Saved entries
▬▬▬▬▬▬

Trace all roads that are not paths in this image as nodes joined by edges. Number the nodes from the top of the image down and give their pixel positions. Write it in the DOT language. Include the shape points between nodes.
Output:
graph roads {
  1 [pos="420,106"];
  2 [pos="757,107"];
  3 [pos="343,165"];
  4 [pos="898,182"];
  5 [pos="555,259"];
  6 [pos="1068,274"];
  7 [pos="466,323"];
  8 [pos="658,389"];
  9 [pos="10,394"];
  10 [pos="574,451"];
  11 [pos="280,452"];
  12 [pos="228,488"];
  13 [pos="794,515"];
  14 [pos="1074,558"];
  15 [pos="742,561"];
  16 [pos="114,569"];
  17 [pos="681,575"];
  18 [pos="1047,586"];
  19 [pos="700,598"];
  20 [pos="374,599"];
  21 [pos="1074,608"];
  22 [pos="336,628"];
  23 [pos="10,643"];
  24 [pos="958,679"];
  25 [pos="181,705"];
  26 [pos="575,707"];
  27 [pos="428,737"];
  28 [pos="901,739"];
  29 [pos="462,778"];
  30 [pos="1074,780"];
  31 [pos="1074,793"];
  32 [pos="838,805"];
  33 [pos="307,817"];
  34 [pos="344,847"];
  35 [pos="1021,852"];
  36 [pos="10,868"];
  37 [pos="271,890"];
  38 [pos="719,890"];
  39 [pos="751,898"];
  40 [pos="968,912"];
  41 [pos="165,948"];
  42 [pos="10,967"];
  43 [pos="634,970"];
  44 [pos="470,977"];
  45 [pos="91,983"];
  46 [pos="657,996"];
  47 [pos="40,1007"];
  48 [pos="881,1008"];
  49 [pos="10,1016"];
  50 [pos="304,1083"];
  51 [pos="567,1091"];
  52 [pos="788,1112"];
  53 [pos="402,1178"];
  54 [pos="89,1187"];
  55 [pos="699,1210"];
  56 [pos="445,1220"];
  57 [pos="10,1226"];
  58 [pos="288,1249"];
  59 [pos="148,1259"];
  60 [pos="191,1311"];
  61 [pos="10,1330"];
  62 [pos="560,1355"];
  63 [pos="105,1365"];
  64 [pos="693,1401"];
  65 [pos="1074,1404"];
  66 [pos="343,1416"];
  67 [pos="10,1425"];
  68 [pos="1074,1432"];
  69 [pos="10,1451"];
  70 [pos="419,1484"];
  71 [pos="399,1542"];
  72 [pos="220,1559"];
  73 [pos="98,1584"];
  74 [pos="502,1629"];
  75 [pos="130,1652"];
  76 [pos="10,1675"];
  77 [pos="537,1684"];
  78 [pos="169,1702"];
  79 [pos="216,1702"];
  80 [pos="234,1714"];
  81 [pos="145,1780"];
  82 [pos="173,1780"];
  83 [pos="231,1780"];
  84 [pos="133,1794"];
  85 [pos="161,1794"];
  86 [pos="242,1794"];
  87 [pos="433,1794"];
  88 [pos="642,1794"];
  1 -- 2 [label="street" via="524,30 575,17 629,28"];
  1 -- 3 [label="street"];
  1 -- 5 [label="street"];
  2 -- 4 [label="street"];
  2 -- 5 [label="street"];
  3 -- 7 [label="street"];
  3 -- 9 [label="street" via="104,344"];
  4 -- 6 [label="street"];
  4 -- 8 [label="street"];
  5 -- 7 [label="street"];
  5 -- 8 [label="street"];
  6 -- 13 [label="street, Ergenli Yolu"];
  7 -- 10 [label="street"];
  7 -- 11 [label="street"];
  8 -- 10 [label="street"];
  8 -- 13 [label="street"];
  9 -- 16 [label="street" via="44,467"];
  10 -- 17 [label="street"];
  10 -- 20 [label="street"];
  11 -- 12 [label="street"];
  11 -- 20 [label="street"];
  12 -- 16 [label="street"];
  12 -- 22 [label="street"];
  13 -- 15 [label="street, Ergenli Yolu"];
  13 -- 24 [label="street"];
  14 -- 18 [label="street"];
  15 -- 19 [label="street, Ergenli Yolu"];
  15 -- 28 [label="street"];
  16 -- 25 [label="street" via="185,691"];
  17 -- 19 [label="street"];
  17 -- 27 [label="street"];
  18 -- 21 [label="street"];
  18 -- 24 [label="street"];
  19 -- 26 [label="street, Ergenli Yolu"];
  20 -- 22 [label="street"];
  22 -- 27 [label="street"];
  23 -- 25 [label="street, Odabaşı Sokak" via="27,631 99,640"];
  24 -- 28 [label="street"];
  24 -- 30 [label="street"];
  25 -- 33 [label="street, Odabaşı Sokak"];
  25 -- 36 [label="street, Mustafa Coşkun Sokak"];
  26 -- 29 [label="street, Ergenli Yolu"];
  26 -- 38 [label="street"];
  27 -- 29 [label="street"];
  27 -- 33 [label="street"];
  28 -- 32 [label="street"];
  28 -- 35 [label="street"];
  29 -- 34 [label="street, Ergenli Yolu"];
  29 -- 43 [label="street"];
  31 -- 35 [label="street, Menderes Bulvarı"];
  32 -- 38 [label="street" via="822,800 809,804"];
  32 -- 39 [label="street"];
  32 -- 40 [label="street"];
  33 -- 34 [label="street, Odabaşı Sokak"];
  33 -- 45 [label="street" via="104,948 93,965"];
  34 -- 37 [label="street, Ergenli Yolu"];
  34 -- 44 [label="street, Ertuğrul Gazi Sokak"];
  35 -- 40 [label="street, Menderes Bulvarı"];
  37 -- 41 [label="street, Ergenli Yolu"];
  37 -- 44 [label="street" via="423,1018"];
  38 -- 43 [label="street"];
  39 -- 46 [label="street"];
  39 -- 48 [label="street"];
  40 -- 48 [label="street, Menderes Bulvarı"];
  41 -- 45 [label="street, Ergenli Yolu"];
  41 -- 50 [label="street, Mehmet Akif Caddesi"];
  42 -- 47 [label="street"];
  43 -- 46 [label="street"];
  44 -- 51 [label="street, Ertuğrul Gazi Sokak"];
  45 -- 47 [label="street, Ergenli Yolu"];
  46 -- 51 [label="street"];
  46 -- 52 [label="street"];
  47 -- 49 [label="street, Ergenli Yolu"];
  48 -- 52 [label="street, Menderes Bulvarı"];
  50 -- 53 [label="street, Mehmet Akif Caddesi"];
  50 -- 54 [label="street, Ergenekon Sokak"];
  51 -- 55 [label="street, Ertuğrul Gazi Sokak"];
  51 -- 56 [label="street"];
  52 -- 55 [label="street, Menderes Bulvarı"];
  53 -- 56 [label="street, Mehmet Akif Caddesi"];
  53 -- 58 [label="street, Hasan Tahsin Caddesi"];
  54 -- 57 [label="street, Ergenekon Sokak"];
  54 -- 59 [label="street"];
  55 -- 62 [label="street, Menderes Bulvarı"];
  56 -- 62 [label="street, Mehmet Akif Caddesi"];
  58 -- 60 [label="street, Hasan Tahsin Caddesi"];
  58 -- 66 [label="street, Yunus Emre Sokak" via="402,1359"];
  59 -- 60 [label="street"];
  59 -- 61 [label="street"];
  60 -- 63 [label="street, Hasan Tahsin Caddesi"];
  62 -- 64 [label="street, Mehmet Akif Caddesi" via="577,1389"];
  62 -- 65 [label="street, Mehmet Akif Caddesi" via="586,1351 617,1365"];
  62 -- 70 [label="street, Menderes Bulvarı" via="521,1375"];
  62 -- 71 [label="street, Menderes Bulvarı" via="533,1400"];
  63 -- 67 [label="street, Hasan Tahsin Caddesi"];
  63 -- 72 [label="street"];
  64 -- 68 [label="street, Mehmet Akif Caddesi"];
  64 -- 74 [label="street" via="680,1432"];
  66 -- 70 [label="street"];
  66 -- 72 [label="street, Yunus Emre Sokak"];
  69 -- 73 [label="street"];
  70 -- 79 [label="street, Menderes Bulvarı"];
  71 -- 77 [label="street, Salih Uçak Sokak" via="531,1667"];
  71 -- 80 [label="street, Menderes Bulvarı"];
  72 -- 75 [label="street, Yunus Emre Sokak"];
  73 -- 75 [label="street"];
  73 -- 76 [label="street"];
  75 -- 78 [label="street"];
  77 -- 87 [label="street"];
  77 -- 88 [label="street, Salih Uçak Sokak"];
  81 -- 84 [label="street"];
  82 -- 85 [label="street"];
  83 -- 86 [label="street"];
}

▬▬▬▬▬▬

Filter the data above down to lines with the word "Caddesi", and copy them.

> Output of the exercise:
  41 -- 50 [label="street, Mehmet Akif Caddesi"];
  50 -- 53 [label="street, Mehmet Akif Caddesi"];
  53 -- 56 [label="street, Mehmet Akif Caddesi"];
  53 -- 58 [label="street, Hasan Tahsin Caddesi"];
  56 -- 62 [label="street, Mehmet Akif Caddesi"];
  58 -- 60 [label="street, Hasan Tahsin Caddesi"];
  60 -- 63 [label="street, Hasan Tahsin Caddesi"];
  62 -- 64 [label="street, Mehmet Akif Caddesi" via="577,1389"];
  62 -- 65 [label="street, Mehmet Akif Caddesi" via="586,1351 617,1365"];
  63 -- 67 [label="street, Hasan Tahsin Caddesi"];
  64 -- 68 [label="street, Mehmet Akif Caddesi"];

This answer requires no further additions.